Where We At? A series of honest conversations about the scene's current state of health. The highs, the lows, the inconvenient truths.
Uncle Dugs represents many roles. To Rinse FM listeners he’s a broadcaster whose voice kickstarts the weekend every Friday morning with his #RCFF shows. To the ravers he’s plays the consummate wayward uncle who gave you your first ciggie, liberally dishing out foundation bangers and getting you hooked on the history without apology.
Between these roles he’s also been a promoter for many years and has been involved in all kinds of shindigs from old school illegal warehouse bashes to massive Jungle Fever raves. More recently he and his wife Sarah have been responsible for the cult Vibena and Ribena jungle events. Dedicated to the roots of rave – especially the years 93 – 95 – their events have developed a faithful following who have become family to them over the years.
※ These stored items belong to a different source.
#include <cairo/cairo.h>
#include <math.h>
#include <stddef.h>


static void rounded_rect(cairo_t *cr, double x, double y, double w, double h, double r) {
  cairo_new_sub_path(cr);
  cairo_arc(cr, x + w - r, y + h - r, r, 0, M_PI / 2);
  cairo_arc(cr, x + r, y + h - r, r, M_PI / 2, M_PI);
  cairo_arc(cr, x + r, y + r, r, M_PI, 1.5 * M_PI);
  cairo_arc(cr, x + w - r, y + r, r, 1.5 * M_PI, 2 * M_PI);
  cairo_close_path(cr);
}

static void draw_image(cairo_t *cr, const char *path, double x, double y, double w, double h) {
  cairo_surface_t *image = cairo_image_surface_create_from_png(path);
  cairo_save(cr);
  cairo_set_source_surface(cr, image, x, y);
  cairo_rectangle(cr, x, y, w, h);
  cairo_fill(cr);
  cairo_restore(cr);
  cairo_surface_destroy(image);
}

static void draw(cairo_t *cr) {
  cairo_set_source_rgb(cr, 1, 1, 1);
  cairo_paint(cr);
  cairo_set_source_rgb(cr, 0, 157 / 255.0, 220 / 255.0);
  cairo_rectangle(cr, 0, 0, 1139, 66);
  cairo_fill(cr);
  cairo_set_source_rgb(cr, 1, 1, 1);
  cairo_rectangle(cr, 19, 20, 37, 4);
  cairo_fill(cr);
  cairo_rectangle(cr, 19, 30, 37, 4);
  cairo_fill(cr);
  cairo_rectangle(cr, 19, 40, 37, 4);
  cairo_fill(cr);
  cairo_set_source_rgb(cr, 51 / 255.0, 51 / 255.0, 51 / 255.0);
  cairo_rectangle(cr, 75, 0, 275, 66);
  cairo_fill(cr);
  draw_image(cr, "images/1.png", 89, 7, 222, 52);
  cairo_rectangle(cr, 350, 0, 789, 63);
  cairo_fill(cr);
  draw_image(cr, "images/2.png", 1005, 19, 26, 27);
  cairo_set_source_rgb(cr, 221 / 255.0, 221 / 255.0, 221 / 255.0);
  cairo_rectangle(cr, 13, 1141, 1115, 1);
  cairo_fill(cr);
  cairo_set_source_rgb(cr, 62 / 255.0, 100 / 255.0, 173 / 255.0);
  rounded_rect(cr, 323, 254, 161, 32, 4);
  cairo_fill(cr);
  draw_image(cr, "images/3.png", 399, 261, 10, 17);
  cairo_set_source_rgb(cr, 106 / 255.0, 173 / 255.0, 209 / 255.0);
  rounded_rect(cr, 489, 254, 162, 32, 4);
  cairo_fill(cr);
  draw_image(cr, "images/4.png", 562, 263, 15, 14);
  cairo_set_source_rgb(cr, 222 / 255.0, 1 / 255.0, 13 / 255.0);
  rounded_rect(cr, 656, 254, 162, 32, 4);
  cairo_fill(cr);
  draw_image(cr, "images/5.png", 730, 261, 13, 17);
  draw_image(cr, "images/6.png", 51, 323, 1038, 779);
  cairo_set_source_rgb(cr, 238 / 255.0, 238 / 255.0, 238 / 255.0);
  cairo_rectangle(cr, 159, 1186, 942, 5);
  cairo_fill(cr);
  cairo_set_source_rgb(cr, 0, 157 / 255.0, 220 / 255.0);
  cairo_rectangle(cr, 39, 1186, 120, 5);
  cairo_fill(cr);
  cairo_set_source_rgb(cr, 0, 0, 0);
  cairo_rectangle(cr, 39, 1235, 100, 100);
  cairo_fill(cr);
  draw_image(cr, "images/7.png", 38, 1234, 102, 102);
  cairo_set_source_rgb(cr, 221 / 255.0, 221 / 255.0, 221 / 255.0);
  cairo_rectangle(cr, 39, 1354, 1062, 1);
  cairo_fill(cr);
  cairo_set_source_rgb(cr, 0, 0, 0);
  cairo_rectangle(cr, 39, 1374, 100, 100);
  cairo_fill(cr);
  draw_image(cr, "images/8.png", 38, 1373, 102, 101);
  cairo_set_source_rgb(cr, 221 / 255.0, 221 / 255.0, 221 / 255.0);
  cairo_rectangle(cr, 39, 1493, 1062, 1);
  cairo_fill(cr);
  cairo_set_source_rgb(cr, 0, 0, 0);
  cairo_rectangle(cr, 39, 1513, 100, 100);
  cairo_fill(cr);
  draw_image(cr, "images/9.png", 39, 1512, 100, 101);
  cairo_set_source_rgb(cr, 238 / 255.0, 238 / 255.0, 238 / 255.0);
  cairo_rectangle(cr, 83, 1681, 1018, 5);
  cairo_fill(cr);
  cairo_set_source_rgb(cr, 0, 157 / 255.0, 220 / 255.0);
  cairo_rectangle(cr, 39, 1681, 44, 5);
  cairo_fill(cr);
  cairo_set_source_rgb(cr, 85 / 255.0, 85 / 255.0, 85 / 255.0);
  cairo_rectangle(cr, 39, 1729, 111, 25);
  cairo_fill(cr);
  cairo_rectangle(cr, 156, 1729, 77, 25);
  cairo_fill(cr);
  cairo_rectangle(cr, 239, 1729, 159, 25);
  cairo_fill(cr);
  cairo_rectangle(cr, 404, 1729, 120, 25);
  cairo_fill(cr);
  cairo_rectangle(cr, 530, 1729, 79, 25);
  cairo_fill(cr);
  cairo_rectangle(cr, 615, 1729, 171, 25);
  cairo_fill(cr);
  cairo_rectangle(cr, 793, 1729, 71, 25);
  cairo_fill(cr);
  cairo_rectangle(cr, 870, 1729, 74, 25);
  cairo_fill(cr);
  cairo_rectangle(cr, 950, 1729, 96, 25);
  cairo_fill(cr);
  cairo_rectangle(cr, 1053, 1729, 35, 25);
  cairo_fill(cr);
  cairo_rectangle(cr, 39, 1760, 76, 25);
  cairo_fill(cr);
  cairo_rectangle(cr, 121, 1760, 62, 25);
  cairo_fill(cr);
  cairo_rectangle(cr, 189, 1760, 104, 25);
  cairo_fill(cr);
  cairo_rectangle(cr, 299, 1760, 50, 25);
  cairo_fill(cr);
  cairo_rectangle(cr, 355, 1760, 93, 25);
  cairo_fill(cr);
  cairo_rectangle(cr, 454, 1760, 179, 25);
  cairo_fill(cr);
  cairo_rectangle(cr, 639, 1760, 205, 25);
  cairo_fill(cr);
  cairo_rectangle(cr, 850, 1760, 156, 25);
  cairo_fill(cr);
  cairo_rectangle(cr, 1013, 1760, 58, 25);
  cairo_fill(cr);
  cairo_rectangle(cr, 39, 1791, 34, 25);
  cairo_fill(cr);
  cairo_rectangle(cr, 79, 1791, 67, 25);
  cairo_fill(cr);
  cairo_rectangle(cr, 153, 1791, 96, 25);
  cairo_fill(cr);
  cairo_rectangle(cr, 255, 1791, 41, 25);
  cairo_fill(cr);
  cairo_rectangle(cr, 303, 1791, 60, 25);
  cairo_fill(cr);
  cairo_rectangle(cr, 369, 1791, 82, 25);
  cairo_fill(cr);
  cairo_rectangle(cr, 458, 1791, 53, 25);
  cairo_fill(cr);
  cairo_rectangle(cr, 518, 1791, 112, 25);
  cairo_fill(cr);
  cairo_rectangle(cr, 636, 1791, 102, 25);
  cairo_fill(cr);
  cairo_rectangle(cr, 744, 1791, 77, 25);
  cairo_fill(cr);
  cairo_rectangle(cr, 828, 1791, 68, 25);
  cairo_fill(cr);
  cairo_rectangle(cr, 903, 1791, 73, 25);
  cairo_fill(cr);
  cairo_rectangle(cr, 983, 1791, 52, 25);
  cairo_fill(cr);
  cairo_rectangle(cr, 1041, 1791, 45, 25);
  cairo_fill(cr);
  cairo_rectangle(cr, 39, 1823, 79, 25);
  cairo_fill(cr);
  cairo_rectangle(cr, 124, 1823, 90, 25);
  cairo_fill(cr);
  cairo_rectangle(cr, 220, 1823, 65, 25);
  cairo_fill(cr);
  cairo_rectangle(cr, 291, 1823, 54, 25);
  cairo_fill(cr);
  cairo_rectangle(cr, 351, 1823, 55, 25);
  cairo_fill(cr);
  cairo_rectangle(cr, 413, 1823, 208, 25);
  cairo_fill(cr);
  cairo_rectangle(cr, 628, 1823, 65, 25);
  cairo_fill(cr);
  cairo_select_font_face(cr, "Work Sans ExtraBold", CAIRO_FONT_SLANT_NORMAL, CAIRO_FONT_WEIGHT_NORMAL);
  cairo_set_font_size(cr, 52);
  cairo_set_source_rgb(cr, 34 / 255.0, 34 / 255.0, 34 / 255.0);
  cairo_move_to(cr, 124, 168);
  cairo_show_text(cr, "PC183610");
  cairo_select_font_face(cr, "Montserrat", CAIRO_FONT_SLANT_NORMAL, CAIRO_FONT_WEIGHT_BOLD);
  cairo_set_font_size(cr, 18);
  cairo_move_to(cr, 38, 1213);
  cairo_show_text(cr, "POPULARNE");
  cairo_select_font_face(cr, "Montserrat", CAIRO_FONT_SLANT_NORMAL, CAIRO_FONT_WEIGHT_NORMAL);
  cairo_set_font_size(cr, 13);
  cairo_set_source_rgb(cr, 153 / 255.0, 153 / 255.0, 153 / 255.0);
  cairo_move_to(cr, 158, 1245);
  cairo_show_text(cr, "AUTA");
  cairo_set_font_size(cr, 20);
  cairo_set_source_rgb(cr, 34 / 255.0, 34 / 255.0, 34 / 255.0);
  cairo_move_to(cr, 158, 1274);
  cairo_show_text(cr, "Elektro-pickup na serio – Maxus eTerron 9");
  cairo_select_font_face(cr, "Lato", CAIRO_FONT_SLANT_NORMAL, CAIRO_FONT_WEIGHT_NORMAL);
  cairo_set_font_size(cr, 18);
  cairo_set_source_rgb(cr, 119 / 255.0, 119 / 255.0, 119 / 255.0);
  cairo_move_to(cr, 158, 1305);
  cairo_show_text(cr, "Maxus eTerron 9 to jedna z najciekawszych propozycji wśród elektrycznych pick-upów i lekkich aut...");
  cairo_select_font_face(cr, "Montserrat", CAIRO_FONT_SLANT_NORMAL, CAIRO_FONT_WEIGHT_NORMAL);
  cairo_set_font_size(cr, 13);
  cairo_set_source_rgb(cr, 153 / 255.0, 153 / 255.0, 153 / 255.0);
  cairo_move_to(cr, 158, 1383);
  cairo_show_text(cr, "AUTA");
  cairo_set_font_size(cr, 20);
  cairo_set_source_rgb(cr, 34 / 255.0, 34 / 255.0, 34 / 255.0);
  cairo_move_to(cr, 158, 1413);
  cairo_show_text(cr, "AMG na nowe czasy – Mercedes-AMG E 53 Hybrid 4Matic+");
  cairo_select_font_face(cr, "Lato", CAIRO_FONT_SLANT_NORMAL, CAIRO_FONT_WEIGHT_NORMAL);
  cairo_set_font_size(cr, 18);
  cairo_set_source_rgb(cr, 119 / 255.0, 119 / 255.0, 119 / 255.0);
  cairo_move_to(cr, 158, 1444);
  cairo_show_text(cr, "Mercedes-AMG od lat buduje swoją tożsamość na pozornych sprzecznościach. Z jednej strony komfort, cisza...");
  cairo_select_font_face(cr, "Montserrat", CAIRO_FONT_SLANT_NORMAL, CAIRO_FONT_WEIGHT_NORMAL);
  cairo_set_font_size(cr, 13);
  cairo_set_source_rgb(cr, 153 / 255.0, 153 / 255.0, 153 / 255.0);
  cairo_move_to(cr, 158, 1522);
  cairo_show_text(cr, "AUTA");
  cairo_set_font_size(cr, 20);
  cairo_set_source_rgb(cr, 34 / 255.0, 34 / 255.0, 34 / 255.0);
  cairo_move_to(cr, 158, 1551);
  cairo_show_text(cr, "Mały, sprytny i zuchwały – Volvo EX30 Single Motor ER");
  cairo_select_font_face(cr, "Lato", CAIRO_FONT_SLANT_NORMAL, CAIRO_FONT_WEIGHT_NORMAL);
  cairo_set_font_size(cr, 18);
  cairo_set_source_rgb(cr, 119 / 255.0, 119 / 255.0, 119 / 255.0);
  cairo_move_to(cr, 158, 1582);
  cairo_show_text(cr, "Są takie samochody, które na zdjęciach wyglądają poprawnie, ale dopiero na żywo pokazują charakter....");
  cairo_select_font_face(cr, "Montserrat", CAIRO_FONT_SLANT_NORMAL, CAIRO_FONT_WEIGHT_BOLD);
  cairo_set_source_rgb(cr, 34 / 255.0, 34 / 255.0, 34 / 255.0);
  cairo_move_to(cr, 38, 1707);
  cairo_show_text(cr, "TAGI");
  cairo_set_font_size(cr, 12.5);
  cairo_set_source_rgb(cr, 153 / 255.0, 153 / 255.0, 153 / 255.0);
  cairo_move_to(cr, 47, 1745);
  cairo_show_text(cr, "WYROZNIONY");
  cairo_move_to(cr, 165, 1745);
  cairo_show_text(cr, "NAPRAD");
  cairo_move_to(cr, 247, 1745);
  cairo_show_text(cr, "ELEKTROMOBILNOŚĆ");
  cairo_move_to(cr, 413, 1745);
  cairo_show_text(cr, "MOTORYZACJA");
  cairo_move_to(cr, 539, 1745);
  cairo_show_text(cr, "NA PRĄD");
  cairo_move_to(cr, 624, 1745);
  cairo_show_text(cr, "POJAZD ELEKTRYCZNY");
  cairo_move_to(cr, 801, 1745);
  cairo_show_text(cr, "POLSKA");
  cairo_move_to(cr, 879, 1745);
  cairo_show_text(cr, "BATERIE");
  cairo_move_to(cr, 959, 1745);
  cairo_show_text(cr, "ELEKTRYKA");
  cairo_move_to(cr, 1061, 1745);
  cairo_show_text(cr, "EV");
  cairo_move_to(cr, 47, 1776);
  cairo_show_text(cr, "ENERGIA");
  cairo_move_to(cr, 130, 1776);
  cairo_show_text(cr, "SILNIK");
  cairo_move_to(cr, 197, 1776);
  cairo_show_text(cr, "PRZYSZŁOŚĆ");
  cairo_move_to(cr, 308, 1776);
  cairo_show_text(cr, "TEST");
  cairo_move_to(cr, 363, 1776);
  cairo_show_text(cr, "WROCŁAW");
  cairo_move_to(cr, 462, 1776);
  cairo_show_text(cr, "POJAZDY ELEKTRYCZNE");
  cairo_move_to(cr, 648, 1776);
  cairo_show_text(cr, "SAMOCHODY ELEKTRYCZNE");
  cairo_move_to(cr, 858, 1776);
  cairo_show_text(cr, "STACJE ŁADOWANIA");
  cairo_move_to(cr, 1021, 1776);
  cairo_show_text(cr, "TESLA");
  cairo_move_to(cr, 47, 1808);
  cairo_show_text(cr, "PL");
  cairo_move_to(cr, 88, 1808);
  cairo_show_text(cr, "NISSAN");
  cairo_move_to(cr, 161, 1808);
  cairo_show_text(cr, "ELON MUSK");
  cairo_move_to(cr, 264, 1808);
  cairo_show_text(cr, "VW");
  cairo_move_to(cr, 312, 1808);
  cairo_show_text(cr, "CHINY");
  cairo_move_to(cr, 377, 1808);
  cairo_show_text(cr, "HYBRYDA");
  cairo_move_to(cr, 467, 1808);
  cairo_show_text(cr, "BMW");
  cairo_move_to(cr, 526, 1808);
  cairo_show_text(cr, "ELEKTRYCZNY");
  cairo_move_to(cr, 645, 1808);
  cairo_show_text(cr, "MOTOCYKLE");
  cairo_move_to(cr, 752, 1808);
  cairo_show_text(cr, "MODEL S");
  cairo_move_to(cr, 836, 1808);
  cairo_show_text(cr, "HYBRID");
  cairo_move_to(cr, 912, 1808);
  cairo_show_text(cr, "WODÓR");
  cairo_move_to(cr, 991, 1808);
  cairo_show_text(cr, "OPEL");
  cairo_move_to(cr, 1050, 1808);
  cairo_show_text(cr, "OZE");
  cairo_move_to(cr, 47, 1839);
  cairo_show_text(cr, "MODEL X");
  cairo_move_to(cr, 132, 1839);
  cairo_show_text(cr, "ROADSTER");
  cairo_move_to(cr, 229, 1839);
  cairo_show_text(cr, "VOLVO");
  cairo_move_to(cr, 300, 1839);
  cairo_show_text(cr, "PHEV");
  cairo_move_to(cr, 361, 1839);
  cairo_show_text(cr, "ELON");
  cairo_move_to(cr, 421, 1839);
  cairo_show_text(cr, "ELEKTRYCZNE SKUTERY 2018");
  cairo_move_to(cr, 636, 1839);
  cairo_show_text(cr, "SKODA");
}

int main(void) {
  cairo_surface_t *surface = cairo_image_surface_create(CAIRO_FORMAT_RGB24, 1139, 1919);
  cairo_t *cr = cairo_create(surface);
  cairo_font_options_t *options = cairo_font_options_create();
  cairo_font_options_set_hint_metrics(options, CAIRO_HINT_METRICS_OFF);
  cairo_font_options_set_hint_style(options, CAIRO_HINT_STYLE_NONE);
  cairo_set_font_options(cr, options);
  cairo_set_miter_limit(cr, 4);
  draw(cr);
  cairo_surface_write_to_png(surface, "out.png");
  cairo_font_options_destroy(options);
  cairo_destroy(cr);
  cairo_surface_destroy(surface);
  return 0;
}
Family who they sorely missed during the times we couldn’t rave.
Highly active in the industry’s fight to be acknowledged by the government as an essential UK cultural asset that needs to support, Dugs was an honest and vital voice during some of the most challenging times the dance scene has ever known.
Thankfully those challenges seem like a distant memory but with attendance numbers not quite hitting what they were, a heavy saturation of festivals each weekend, the cost of living rocketing and the landscape changing at a rapid pace, we’re nowhere near easy street. 1 More Thing called him up for his take on the current state of scene health.
“Right now I’m looking at the sky now saying thanks!” smiles Dugs who’s very much in DJ mode this summer. His promoter cap is tucked away temporarily for a few weeks but it’ll be back on in September for the next Vibena boat party. Looking even further ahead, he’s part of the team promoting the first Jungle Weekender in Amsterdam next March, alongside heavyweights Junglemania, A.W.O.L and Rompa’s Reggae Shack. Right now, though, like all of us, he’s just looking forward to the weekends.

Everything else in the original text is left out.